How to enable version requirement checks in combination with FetchContent's OVERRIDE_FIND_PACKAGE

We use FetchContent_MakeAvailable to include our own sub-libraries from different repos in the build. The user specifies these sub-libraries through a configure script which drives CMake. The CMake files of these sub-libraries use regular find_package() calls to find each other. To have these find_package() calls being fullfilled with a FetchContent_MakeAvailable() call I am using OVERRIDE_FIND_PACKAGE in combination with FetchContent_Declare(). The developer will work on these sub-library repos from the super build, so we also specify FETCHCONTENT_SOURCE_DIR_<package> to tell CMake we will manage these source directories ourselves.

We need to verify that these fetched sub-libraries meet certain version requirements; the developer may have invoked the configure script in a wrong way, or the self-managed source directories have gone out of sync after the last CMake run.

My idea would be to override the ‘-config-version.cmake’ file in ${CMAKE_FIND_PACKAGE_REDIRECTS_DIR} with the package version config file, but I found in ‘Practical CMake’ that such a file would need to honor certain requirements to explicitly disable these version requirements (section 30.4.3, redirections directory). Is it such a strange use case to want to have a version check on dependencies being fulfilled in this way? Am I approaching this problem in the wrong way?

If you are using FetchContent to provide a dependency, then any version specification in a find_package() call for it is basically meaningless. FetchContent assumes the details you provide are the thing you want to use. This extends to its integration with find_package(), where you’re basically saying “I’m providing dependency X with precise details I give in FetchContent_Declare() or via the FETCHCONTENT_SOURCE_DIR_X variable, so force find_package(X ...) to use that regardless of whatever version or component details it specified”. Put another way, when you provide a dependency via FetchContent, it is your responsibility to ensure the dependency is compatible with the project you are adding it to.

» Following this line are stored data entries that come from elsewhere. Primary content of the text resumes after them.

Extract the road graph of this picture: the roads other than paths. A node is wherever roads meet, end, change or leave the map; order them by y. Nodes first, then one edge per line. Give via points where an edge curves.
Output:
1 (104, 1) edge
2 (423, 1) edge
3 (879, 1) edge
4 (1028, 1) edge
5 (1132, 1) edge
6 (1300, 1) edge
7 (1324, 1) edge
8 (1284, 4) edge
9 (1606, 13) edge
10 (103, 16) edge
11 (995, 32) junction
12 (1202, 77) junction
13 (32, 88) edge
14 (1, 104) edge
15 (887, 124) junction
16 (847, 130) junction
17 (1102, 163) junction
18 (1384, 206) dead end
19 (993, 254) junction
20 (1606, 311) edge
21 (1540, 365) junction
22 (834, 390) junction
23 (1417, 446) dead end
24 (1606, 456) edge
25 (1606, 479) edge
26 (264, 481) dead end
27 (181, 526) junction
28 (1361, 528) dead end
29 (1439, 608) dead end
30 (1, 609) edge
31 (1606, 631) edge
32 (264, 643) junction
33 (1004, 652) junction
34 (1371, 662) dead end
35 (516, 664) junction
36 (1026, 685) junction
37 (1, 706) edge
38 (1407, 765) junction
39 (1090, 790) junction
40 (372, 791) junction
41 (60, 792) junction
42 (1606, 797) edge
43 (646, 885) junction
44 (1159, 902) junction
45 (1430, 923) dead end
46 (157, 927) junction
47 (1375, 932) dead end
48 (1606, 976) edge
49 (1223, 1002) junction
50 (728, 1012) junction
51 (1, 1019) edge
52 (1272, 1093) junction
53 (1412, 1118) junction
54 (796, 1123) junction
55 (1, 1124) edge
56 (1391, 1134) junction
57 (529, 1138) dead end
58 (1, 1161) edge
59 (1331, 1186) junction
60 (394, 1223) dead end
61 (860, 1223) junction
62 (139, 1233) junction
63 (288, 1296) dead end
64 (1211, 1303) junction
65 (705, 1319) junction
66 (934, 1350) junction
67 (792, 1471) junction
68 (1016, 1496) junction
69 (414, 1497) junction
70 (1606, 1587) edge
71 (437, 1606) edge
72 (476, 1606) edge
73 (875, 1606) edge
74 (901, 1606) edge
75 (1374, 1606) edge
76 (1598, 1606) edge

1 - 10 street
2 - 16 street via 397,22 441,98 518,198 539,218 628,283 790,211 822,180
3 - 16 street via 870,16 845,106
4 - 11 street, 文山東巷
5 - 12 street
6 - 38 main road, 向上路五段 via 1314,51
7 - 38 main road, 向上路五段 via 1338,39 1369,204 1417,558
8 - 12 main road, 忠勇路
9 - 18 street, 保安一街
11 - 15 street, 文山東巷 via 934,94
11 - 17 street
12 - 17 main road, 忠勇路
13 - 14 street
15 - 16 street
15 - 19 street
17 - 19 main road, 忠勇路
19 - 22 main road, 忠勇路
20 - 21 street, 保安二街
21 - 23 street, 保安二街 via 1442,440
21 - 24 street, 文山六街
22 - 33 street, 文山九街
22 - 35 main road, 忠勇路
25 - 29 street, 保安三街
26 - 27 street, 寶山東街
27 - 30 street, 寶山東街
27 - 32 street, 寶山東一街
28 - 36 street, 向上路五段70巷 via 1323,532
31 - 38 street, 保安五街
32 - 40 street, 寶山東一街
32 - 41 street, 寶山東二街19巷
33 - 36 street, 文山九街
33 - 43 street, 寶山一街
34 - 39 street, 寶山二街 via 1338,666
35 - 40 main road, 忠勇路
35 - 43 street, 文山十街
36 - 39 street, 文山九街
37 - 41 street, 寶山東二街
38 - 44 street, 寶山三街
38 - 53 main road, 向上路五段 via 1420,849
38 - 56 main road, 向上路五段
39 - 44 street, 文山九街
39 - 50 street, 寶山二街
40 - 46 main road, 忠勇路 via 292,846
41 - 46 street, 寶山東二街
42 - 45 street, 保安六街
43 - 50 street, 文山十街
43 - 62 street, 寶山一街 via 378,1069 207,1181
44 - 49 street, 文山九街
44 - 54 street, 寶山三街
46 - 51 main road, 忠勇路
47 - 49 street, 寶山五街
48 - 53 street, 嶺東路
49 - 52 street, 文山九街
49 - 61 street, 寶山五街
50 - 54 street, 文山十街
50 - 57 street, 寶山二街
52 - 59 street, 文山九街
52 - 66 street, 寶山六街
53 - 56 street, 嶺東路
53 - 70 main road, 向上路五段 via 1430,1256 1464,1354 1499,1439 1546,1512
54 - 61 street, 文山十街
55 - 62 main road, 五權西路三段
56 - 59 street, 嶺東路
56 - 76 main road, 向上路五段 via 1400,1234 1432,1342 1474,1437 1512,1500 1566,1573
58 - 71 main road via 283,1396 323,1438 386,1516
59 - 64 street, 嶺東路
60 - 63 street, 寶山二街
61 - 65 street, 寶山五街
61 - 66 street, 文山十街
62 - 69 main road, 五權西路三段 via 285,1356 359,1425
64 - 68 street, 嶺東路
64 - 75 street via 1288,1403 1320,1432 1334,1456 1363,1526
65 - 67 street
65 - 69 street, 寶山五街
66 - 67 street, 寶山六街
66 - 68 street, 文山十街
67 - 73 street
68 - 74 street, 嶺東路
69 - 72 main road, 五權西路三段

I wouldn’t focus on trying to engineer a <depName>-config-version.cmake file to try to enforce version constraints. The files created in CMAKE_FIND_PACKAGE_REDIRECTS_DIR are not expected to ever fail, meaning they should always result in that package being found successfully. Instead, I’d focus on ensuring the script you are using to drive the whole arrangement is robust. For that, using FETCHCONTENT_SOURCE_DIR_<depName> would normally be something I’d leave alone for the developer to use as a local, temporary override. I suspect you could achieve something more flexible and idiomatic by having a *.cmake script that contains FetchContent_Declare() calls which don’t list a download method and only provide a SOURCE_DIR instead (OVERRIDE_FIND_PACKAGE probably also). You could inject that *.cmake file either by loading it directly from the project, if that makes sense, or letting the developer inject it via CMAKE_PROJECT_TOP_LEVEL_INCLUDES or some other equivalent mechanism.